Spoiler Warning! This document discloses many of the
details of the plot of the novel it discusses. It's strongly
recommended that you not look at this document until after
finishing the novel in question.
Not all novel outlines are formal. Susan Allison at Ace Books
agreed to buy Illegal Alien, based
on this chatty and rather vague 1,300-word outline submitted to
her on April 20, 1995.
Dear Susan:
Okay what do we need to make a successful Rob Sawyer SF
novel? This will, after all, be my ninth book it should
be designed to appeal as much as possible to my existing
audience.
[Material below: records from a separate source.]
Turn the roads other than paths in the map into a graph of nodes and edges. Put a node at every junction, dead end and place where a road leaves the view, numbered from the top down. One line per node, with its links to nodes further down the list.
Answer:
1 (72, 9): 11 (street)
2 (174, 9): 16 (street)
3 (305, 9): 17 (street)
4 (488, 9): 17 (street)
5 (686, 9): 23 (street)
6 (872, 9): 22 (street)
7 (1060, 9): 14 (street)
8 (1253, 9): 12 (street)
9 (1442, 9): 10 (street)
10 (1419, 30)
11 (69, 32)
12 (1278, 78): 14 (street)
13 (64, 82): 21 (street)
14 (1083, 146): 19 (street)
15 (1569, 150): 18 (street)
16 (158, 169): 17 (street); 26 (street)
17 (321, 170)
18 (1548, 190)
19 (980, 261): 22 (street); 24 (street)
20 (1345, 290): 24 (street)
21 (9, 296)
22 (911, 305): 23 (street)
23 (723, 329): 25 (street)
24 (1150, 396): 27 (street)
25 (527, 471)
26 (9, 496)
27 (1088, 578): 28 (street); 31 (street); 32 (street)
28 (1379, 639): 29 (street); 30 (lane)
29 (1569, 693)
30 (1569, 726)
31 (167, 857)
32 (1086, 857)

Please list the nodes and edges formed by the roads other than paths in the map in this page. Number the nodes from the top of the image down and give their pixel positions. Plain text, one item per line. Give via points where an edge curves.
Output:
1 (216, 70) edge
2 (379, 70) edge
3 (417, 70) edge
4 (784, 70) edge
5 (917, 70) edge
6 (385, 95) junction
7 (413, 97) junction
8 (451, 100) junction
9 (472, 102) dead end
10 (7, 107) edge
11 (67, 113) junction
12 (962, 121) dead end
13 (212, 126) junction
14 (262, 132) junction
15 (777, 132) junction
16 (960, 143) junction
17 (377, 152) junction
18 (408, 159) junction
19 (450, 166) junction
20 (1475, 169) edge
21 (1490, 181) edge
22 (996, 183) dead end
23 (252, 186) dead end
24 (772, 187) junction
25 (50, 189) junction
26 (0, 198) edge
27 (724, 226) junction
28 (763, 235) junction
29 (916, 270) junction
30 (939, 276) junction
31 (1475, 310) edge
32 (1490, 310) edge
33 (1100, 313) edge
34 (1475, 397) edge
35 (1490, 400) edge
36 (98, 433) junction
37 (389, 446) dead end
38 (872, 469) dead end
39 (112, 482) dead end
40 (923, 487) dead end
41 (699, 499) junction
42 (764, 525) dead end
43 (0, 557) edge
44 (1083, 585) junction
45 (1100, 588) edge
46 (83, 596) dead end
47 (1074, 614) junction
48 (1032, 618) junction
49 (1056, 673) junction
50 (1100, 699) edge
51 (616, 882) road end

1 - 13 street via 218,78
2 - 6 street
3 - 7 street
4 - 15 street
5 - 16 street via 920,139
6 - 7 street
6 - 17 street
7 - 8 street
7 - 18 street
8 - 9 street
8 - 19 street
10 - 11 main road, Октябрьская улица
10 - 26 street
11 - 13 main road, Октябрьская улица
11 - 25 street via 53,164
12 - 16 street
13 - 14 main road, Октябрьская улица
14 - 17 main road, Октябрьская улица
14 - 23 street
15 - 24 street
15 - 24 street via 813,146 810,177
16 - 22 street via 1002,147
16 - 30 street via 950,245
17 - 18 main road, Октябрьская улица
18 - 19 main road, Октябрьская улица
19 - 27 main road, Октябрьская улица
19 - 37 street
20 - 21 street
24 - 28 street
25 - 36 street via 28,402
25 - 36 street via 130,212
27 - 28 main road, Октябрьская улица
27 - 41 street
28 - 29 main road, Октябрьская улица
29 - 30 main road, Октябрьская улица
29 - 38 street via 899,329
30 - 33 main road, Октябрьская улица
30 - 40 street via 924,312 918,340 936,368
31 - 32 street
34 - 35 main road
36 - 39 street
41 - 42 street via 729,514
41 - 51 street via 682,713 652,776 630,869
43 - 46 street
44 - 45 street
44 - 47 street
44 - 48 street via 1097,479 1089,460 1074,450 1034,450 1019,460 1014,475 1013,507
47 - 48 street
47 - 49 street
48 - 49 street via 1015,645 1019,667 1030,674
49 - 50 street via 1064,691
I see four recurring characteristics in my work, all
of which I want to have figure prominently in the next book I do
for you:
- Convincing aliens, appealing to the audience that has enjoyed
my Quintaglios (from
Far-Seer,
Fossil Hunter, and
Foreigner); my Hets
(from End of an Era), and my Ibs
and Waldahudin (from Starplex.
- A mystery story, appealing to the audience that enjoyed my Golden Fleece and
The Terminal Experiment (both of
which are SF/mystery crossover novels) as well as the prominent
murder-mystery subplot in
Fossil Hunter.
- A plot that hinges on rigorously researched, carefully
extrapolated hard science (something found in all my books to
date, and seen in its purest form in
Starplex).
- A human story with characters worth caring about (even when
those characters aren't all human ...)
Combining all of the above, I propose a novel with the working
title:
ILLEGAL ALIEN
I haven't prepared a detailed outline just yet, but here's the
basic premise:
In the year 2021 A.D., an alien spaceship arrives in Earth orbit.
It's a small slower-than-light scoutship with a crew of seven
beings in suspended animation, sent from a planet orbiting the
star Wolf 359. Wolf 359 is one of our closest stellar neighbors,
just 7.7 light-years from Sol. Nonetheless, the scoutship was
launched in the Earth year 1808 A.D. although it's much
more advanced technically than anything humanity has yet built,
it's still taken over two centuries to cover the distance.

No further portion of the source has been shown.